# Work required:
Reproduce each line from the records that holds "road".
==== Given data
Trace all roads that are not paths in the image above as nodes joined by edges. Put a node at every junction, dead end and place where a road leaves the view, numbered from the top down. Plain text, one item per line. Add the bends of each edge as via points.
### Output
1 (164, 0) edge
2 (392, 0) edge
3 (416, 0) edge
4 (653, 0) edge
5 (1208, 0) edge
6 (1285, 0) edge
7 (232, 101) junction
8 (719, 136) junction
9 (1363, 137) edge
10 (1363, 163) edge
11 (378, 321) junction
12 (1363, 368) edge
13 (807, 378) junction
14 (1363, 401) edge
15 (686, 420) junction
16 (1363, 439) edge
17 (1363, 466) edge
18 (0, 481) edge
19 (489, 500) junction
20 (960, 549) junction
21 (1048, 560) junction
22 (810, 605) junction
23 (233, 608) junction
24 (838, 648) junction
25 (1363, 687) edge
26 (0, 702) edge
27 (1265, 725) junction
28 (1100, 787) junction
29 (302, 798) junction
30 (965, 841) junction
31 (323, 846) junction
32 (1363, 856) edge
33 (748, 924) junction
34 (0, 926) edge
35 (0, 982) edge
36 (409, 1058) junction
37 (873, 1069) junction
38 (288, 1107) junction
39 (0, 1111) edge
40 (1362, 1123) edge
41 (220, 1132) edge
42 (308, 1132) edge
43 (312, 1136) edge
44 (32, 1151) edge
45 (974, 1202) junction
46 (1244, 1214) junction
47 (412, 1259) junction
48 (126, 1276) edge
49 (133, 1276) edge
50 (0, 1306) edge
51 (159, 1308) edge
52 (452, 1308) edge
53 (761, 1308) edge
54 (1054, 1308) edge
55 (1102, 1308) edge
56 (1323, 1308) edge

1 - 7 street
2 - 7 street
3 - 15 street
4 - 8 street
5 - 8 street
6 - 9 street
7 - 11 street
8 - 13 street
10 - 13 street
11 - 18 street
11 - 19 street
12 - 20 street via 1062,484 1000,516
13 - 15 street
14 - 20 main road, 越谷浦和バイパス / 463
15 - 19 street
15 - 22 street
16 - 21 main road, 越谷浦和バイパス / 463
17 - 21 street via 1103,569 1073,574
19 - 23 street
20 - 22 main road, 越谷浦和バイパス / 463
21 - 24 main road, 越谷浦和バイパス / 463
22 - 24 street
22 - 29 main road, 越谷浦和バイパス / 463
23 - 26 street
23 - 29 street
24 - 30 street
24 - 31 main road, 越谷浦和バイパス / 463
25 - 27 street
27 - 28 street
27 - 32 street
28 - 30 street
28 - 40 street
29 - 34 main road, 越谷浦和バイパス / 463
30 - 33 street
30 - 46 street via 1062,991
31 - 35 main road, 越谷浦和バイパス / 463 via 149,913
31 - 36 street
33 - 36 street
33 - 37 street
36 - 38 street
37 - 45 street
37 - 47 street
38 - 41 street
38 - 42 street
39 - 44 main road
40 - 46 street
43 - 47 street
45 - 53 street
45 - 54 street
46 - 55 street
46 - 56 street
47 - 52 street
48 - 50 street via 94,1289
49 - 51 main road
========
# Exercise response:
Trace all roads that are not paths in the image above as nodes joined by edges. Put a node at every junction, dead end and place where a road leaves the view, numbered from the top down. Plain text, one item per line. Add the bends of each edge as via points.
14 - 20 main road, 越谷浦和バイパス / 463
16 - 21 main road, 越谷浦和バイパス / 463
20 - 22 main road, 越谷浦和バイパス / 463
21 - 24 main road, 越谷浦和バイパス / 463
22 - 29 main road, 越谷浦和バイパス / 463
24 - 31 main road, 越谷浦和バイパス / 463
29 - 34 main road, 越谷浦和バイパス / 463
31 - 35 main road, 越谷浦和バイパス / 463 via 149,913
39 - 44 main road
49 - 51 main road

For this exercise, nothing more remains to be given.